- **Exercise description**
From the records, pick out and copy each line containing "Brodmühlweg".

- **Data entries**
Content starts

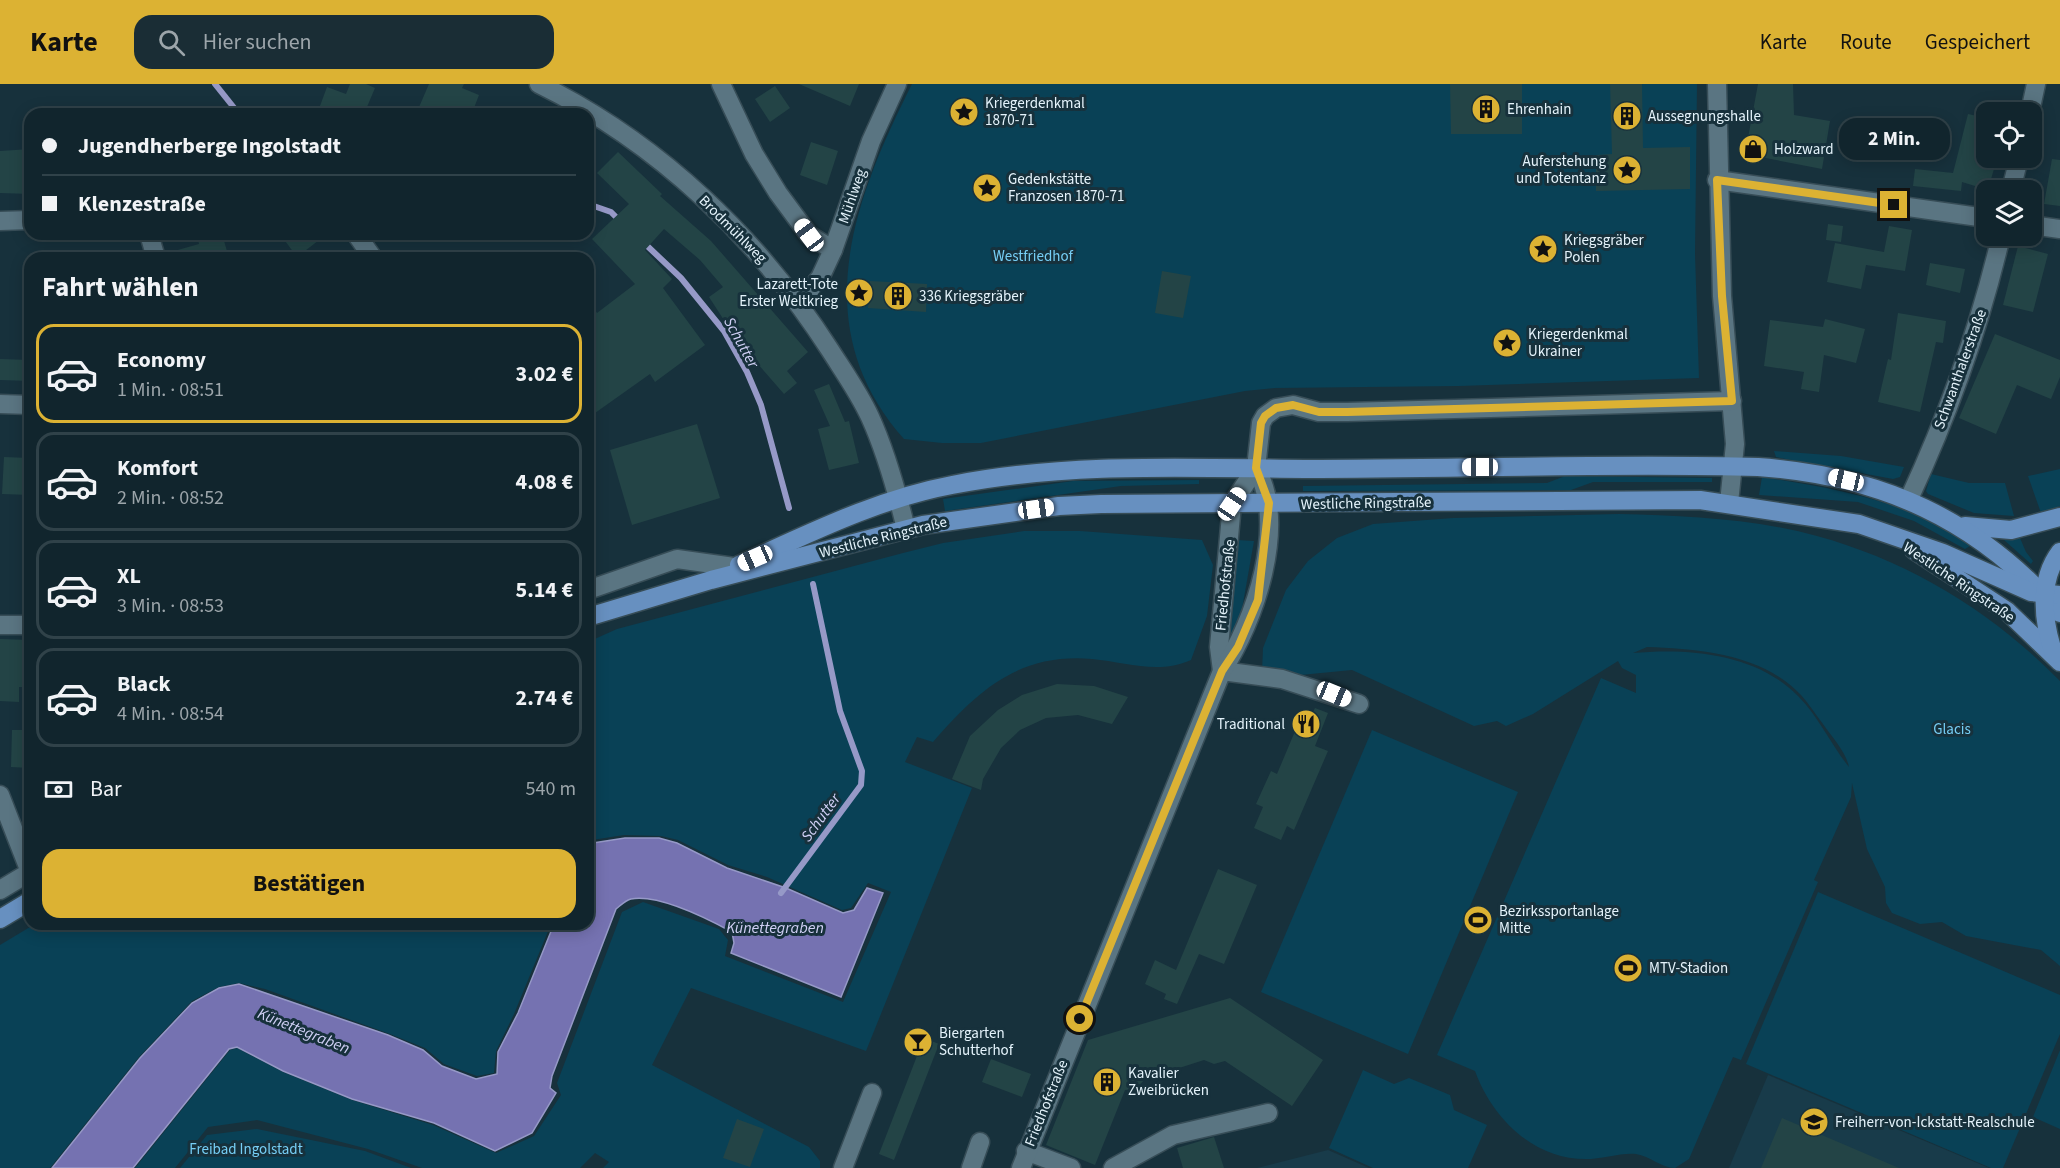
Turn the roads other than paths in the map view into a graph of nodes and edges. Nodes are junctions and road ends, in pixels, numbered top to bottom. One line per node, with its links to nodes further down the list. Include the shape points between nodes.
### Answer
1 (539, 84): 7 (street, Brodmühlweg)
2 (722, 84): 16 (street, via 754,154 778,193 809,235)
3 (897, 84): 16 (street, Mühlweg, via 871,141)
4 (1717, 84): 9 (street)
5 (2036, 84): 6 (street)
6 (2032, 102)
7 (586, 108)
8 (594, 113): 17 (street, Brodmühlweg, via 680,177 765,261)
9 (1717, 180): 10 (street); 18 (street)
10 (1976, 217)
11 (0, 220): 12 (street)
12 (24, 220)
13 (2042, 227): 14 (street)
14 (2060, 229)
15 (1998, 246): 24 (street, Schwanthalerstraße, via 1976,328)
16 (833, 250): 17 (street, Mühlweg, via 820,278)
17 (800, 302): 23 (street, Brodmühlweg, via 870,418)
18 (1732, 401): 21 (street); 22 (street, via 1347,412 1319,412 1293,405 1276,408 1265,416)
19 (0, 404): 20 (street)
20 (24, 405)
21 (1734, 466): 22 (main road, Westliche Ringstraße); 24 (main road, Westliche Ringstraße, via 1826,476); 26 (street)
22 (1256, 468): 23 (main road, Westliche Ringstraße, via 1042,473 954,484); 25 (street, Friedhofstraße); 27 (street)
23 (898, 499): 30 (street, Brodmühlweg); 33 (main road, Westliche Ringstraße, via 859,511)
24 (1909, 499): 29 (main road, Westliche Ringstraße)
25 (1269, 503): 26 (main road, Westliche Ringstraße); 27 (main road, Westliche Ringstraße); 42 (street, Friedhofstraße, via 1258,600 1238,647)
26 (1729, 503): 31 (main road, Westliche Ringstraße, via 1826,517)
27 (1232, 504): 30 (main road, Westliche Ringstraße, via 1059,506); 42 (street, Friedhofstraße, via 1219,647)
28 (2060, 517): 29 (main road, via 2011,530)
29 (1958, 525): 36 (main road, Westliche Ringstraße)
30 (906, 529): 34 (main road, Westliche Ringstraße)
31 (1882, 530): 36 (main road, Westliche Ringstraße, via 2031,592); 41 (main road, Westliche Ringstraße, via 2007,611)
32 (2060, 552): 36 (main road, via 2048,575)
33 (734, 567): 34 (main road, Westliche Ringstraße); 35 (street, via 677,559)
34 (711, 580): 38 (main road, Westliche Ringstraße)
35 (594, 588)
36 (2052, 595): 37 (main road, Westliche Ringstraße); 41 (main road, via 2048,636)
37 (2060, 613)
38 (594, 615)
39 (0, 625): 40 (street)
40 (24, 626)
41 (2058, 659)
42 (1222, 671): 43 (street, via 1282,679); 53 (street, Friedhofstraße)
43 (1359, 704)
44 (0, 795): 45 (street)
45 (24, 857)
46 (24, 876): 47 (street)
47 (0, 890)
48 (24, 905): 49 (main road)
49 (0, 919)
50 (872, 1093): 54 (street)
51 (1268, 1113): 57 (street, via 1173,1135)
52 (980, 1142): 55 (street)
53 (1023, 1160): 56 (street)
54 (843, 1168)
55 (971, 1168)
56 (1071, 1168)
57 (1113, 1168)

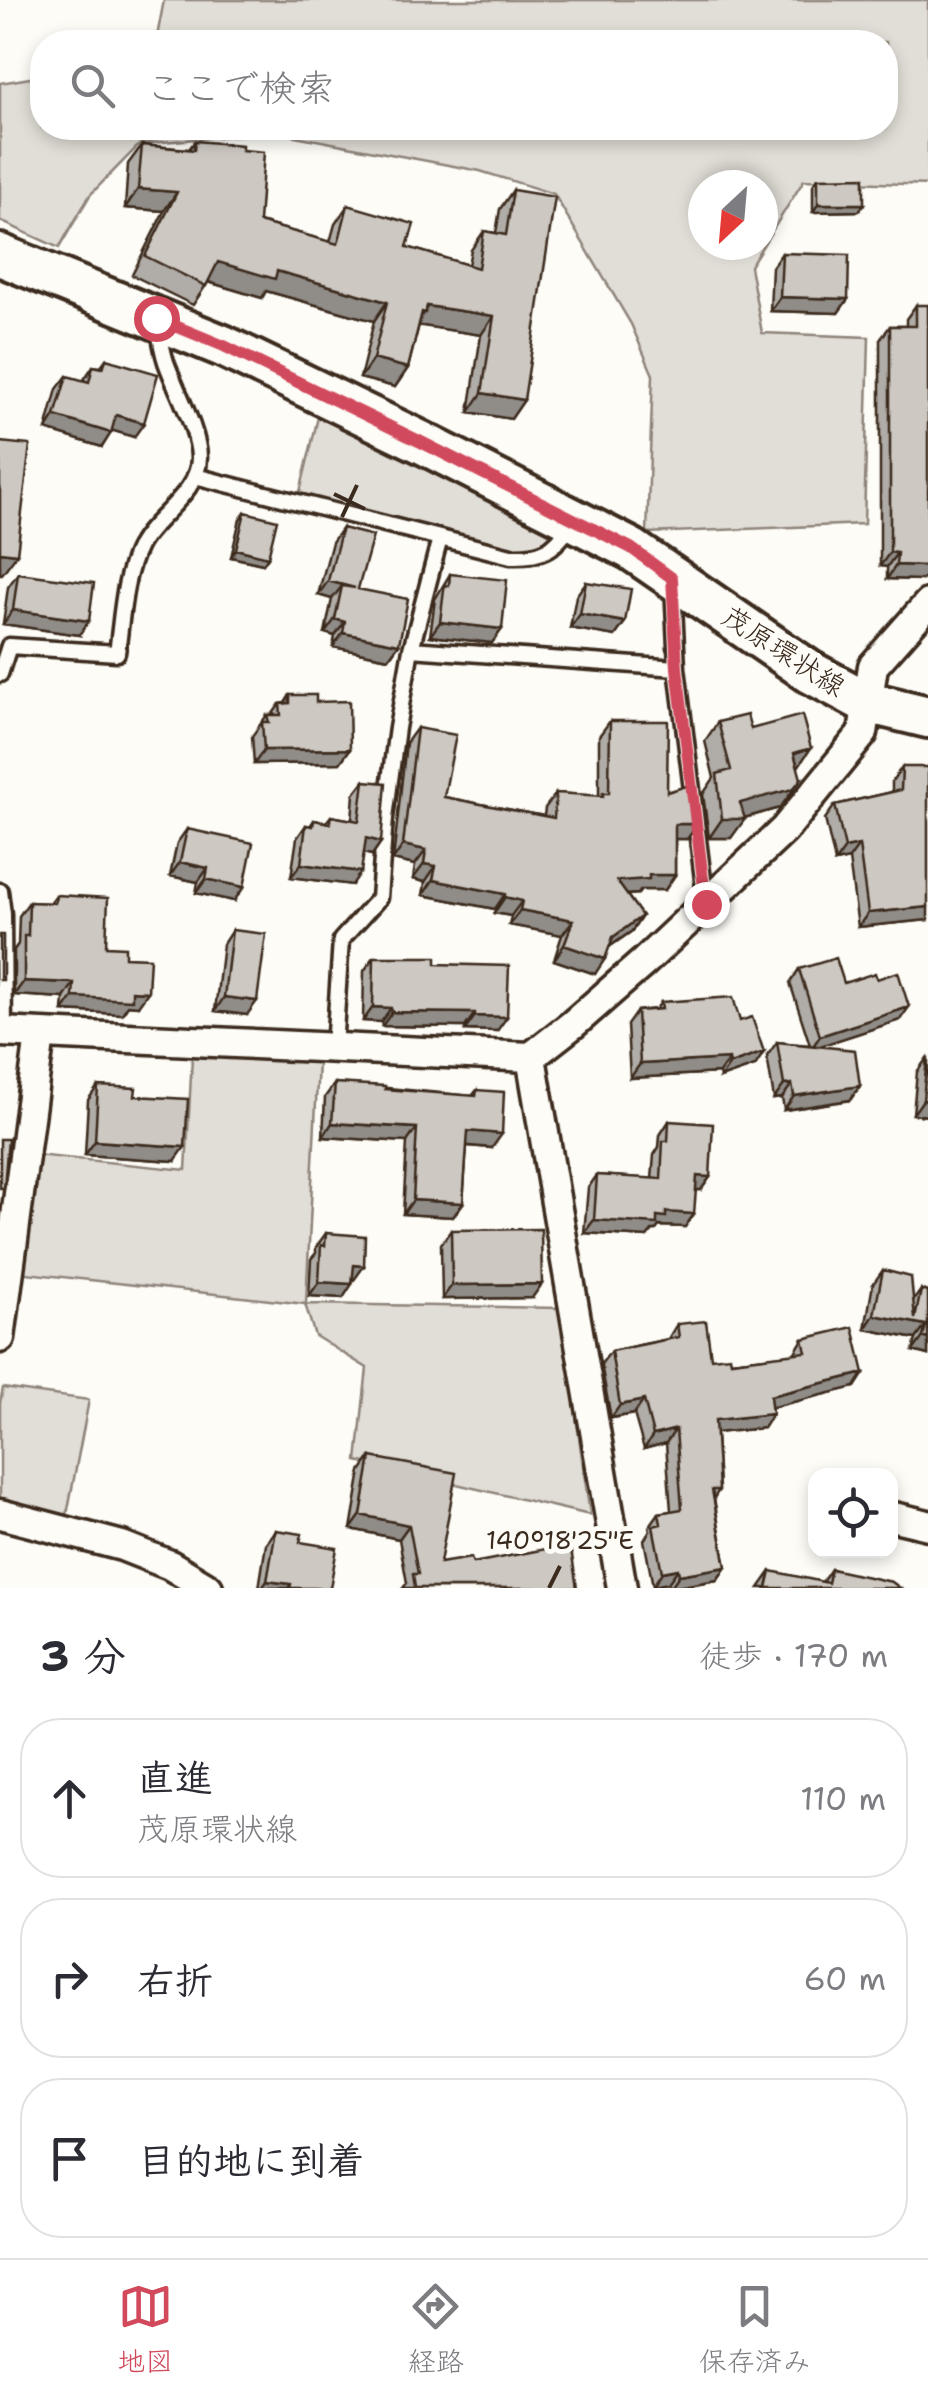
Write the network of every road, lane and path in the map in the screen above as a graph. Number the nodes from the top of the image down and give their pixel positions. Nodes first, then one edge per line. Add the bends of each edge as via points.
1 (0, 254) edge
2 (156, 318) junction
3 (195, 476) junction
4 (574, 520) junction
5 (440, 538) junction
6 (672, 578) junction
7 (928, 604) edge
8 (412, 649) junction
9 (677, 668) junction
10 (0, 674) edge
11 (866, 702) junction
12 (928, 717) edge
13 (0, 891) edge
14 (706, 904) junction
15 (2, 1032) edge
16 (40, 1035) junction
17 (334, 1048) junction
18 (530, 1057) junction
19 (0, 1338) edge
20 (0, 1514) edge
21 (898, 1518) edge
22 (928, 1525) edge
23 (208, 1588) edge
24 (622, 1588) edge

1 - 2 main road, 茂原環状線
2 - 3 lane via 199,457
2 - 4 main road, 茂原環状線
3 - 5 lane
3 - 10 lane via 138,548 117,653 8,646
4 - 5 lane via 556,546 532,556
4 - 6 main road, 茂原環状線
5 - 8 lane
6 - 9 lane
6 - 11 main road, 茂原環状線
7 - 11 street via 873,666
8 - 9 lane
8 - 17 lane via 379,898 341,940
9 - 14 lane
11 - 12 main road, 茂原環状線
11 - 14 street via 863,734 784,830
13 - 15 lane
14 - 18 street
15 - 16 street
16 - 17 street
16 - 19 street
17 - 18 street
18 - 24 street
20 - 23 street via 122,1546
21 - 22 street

Content ends

- **Answer space**
1 (539, 84): 7 (street, Brodmühlweg)
8 (594, 113): 17 (street, Brodmühlweg, via 680,177 765,261)
17 (800, 302): 23 (street, Brodmühlweg, via 870,418)
23 (898, 499): 30 (street, Brodmühlweg); 33 (main road, Westliche Ringstraße, via 859,511)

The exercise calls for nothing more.